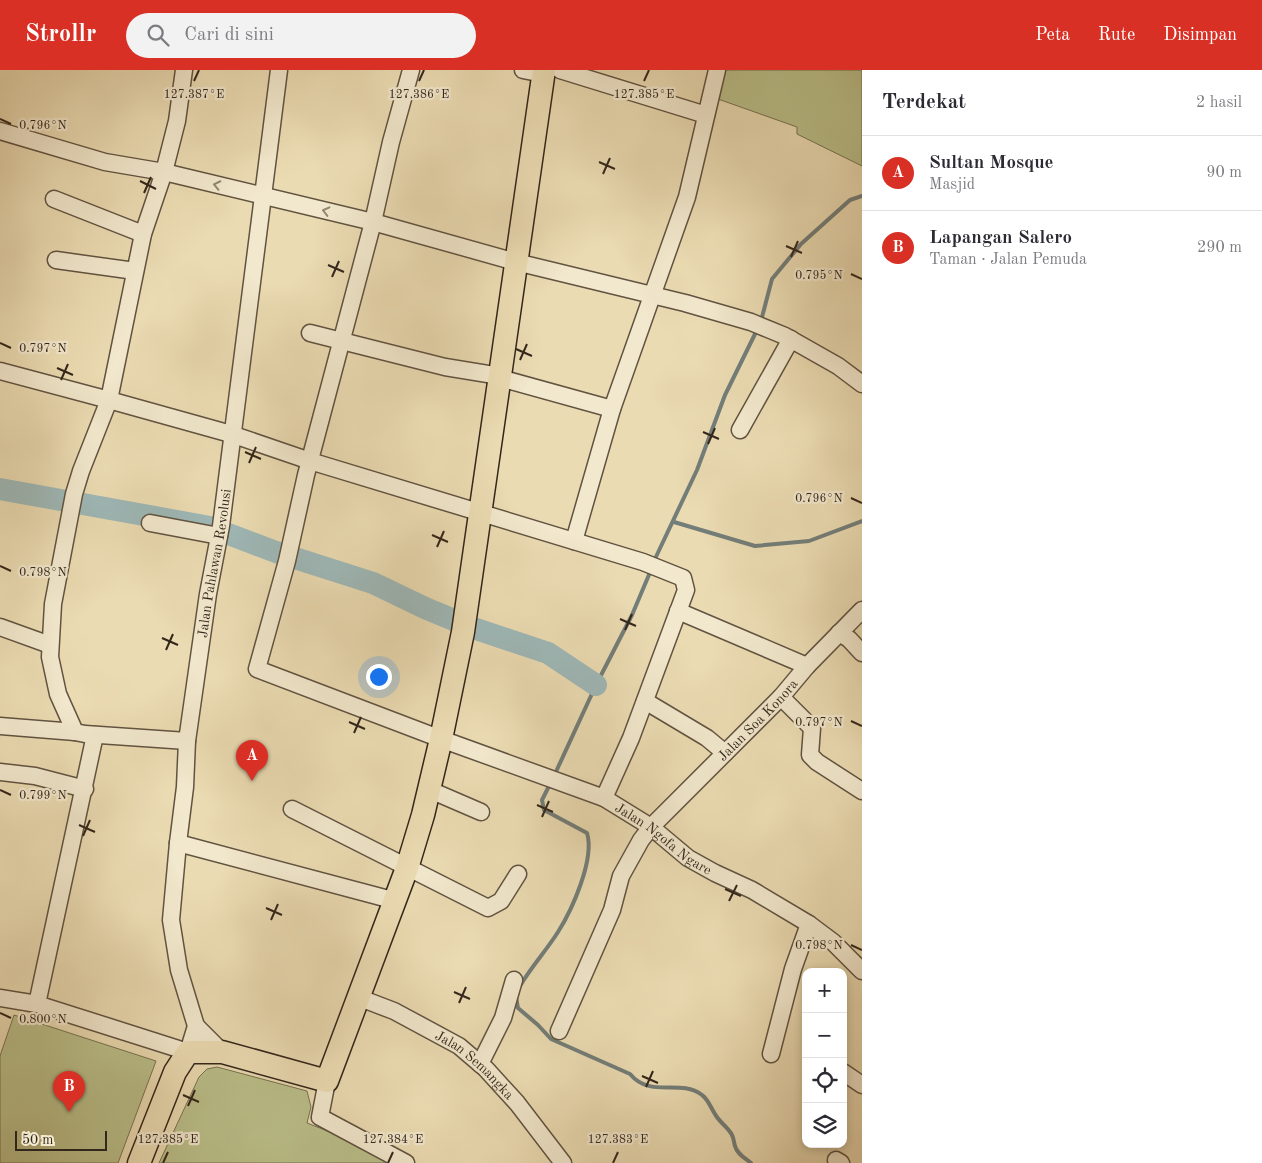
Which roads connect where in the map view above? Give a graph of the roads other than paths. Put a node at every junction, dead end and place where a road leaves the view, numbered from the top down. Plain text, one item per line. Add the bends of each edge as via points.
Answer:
1 (184, 70) edge
2 (280, 70) edge
3 (411, 70) edge
4 (717, 70) edge
5 (542, 71) edge
6 (706, 115) junction
7 (0, 131) edge
8 (164, 172) junction
9 (265, 196) junction
10 (54, 199) dead end
11 (373, 222) junction
12 (144, 234) junction
13 (56, 260) dead end
14 (516, 262) junction
15 (135, 271) junction
16 (650, 295) junction
17 (310, 333) dead end
18 (791, 339) junction
19 (342, 340) junction
20 (0, 371) edge
21 (500, 377) junction
22 (861, 380) edge
23 (109, 400) junction
24 (612, 409) junction
25 (740, 430) dead end
26 (231, 434) junction
27 (310, 461) junction
28 (480, 512) junction
29 (150, 523) dead end
30 (220, 531) junction
31 (574, 541) junction
32 (862, 610) edge
33 (678, 611) junction
34 (0, 626) edge
35 (839, 633) junction
36 (50, 645) junction
37 (862, 653) edge
38 (807, 666) junction
39 (781, 697) junction
40 (645, 702) junction
41 (0, 726) edge
42 (75, 732) junction
43 (95, 735) junction
44 (441, 739) junction
45 (187, 741) junction
46 (725, 753) junction
47 (0, 772) edge
48 (85, 789) junction
49 (430, 790) junction
50 (862, 791) edge
51 (604, 798) junction
52 (292, 809) dead end
53 (481, 812) dead end
54 (651, 827) junction
55 (178, 843) junction
56 (408, 868) junction
57 (518, 874) dead end
58 (396, 901) junction
59 (809, 924) junction
60 (862, 971) edge
61 (514, 980) dead end
62 (360, 998) junction
63 (1, 1000) edge
64 (37, 1004) junction
65 (196, 1026) junction
66 (559, 1032) dead end
67 (188, 1052) junction
68 (222, 1052) junction
69 (771, 1054) dead end
70 (480, 1064) junction
71 (847, 1075) edge
72 (327, 1081) junction
73 (862, 1085) edge
74 (139, 1163) edge
75 (406, 1163) edge
76 (562, 1163) edge

1 - 8 street via 177,121
2 - 9 street, Jalan Pahlawan Revolusi
3 - 11 street
4 - 6 street
5 - 6 street
5 - 14 highway
6 - 16 street via 687,197
7 - 8 street via 105,162
9 -> 8 street
8 - 12 street
11 -> 9 street
9 - 26 street, Jalan Pahlawan Revolusi
10 - 12 street
11 - 14 street
11 - 19 street
12 - 15 street
13 - 15 street
14 - 16 street
14 - 21 highway
15 - 23 street
16 - 18 street via 758,324
16 - 24 street
17 - 19 street
18 - 22 street
18 - 25 street
19 - 21 street via 445,367
19 - 27 street
20 - 23 street
21 - 24 street
21 - 28 highway
23 - 26 street
23 - 36 street via 74,494 53,604
24 - 31 street
26 - 27 street
26 - 30 street, Jalan Pahlawan Revolusi
27 - 28 street
27 - 44 street via 257,669
28 - 31 street
28 - 44 highway via 463,626
29 - 30 street
30 - 45 street, Jalan Pahlawan Revolusi
31 - 33 street via 683,578 686,590
32 - 35 street, Jalan Soa Konora
33 - 38 street
33 - 40 street
34 - 36 street
35 - 37 street
35 - 38 street, Jalan Soa Konora
36 - 42 street via 58,694
38 - 39 street, Jalan Soa Konora
39 - 46 street, Jalan Soa Konora
39 - 50 street via 812,728 810,755
40 - 46 street via 707,738
40 - 51 street
41 - 42 street
42 - 43 street
43 - 45 street
43 - 48 street
44 - 49 highway
44 - 51 street, Jalan Ngofa Ngare
45 - 55 street, Jalan Pahlawan Revolusi
46 - 54 street, Jalan Soa Konora
47 - 48 street via 35,776
48 - 64 street
49 - 53 street
49 - 56 highway
51 - 54 street, Jalan Ngofa Ngare
52 - 56 street
54 - 59 street, Jalan Ngofa Ngare via 688,858 752,890
54 - 66 street, Jalan Soa Konora via 621,876 612,910
55 - 58 street
55 - 65 street, Jalan Pahlawan Revolusi via 171,920 174,949
56 - 57 street via 488,908 502,901
56 - 58 highway
58 - 62 highway
59 - 60 street, Jalan Ngofa Ngare
59 - 69 street via 793,969
61 - 70 street via 503,1018
62 - 70 street, Jalan Semangka via 426,1027 459,1046
62 - 72 highway
63 - 64 street
64 - 67 street
65 - 67 street
65 - 68 street
67 - 68 highway
67 - 74 highway via 175,1072
68 - 72 highway
70 - 76 street, Jalan Semangka via 517,1103
71 - 73 street
72 - 75 street via 320,1117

◇ ◇ ◇ ◇ ◇ ◇ ◇

_What to produce_
None of the pictures belongs in the answer, but all the entries must be repeated exactly.

_Reply to the task_
Which roads connect where in the map view above? Give a graph of the roads other than paths. Put a node at every junction, dead end and place where a road leaves the view, numbered from the top down. Plain text, one item per line. Add the bends of each edge as via points.
Answer:
1 (184, 70) edge
2 (280, 70) edge
3 (411, 70) edge
4 (717, 70) edge
5 (542, 71) edge
6 (706, 115) junction
7 (0, 131) edge
8 (164, 172) junction
9 (265, 196) junction
10 (54, 199) dead end
11 (373, 222) junction
12 (144, 234) junction
13 (56, 260) dead end
14 (516, 262) junction
15 (135, 271) junction
16 (650, 295) junction
17 (310, 333) dead end
18 (791, 339) junction
19 (342, 340) junction
20 (0, 371) edge
21 (500, 377) junction
22 (861, 380) edge
23 (109, 400) junction
24 (612, 409) junction
25 (740, 430) dead end
26 (231, 434) junction
27 (310, 461) junction
28 (480, 512) junction
29 (150, 523) dead end
30 (220, 531) junction
31 (574, 541) junction
32 (862, 610) edge
33 (678, 611) junction
34 (0, 626) edge
35 (839, 633) junction
36 (50, 645) junction
37 (862, 653) edge
38 (807, 666) junction
39 (781, 697) junction
40 (645, 702) junction
41 (0, 726) edge
42 (75, 732) junction
43 (95, 735) junction
44 (441, 739) junction
45 (187, 741) junction
46 (725, 753) junction
47 (0, 772) edge
48 (85, 789) junction
49 (430, 790) junction
50 (862, 791) edge
51 (604, 798) junction
52 (292, 809) dead end
53 (481, 812) dead end
54 (651, 827) junction
55 (178, 843) junction
56 (408, 868) junction
57 (518, 874) dead end
58 (396, 901) junction
59 (809, 924) junction
60 (862, 971) edge
61 (514, 980) dead end
62 (360, 998) junction
63 (1, 1000) edge
64 (37, 1004) junction
65 (196, 1026) junction
66 (559, 1032) dead end
67 (188, 1052) junction
68 (222, 1052) junction
69 (771, 1054) dead end
70 (480, 1064) junction
71 (847, 1075) edge
72 (327, 1081) junction
73 (862, 1085) edge
74 (139, 1163) edge
75 (406, 1163) edge
76 (562, 1163) edge

1 - 8 street via 177,121
2 - 9 street, Jalan Pahlawan Revolusi
3 - 11 street
4 - 6 street
5 - 6 street
5 - 14 highway
6 - 16 street via 687,197
7 - 8 street via 105,162
9 -> 8 street
8 - 12 street
11 -> 9 street
9 - 26 street, Jalan Pahlawan Revolusi
10 - 12 street
11 - 14 street
11 - 19 street
12 - 15 street
13 - 15 street
14 - 16 street
14 - 21 highway
15 - 23 street
16 - 18 street via 758,324
16 - 24 street
17 - 19 street
18 - 22 street
18 - 25 street
19 - 21 street via 445,367
19 - 27 street
20 - 23 street
21 - 24 street
21 - 28 highway
23 - 26 street
23 - 36 street via 74,494 53,604
24 - 31 street
26 - 27 street
26 - 30 street, Jalan Pahlawan Revolusi
27 - 28 street
27 - 44 street via 257,669
28 - 31 street
28 - 44 highway via 463,626
29 - 30 street
30 - 45 street, Jalan Pahlawan Revolusi
31 - 33 street via 683,578 686,590
32 - 35 street, Jalan Soa Konora
33 - 38 street
33 - 40 street
34 - 36 street
35 - 37 street
35 - 38 street, Jalan Soa Konora
36 - 42 street via 58,694
38 - 39 street, Jalan Soa Konora
39 - 46 street, Jalan Soa Konora
39 - 50 street via 812,728 810,755
40 - 46 street via 707,738
40 - 51 street
41 - 42 street
42 - 43 street
43 - 45 street
43 - 48 street
44 - 49 highway
44 - 51 street, Jalan Ngofa Ngare
45 - 55 street, Jalan Pahlawan Revolusi
46 - 54 street, Jalan Soa Konora
47 - 48 street via 35,776
48 - 64 street
49 - 53 street
49 - 56 highway
51 - 54 street, Jalan Ngofa Ngare
52 - 56 street
54 - 59 street, Jalan Ngofa Ngare via 688,858 752,890
54 - 66 street, Jalan Soa Konora via 621,876 612,910
55 - 58 street
55 - 65 street, Jalan Pahlawan Revolusi via 171,920 174,949
56 - 57 street via 488,908 502,901
56 - 58 highway
58 - 62 highway
59 - 60 street, Jalan Ngofa Ngare
59 - 69 street via 793,969
61 - 70 street via 503,1018
62 - 70 street, Jalan Semangka via 426,1027 459,1046
62 - 72 highway
63 - 64 street
64 - 67 street
65 - 67 street
65 - 68 street
67 - 68 highway
67 - 74 highway via 175,1072
68 - 72 highway
70 - 76 street, Jalan Semangka via 517,1103
71 - 73 street
72 - 75 street via 320,1117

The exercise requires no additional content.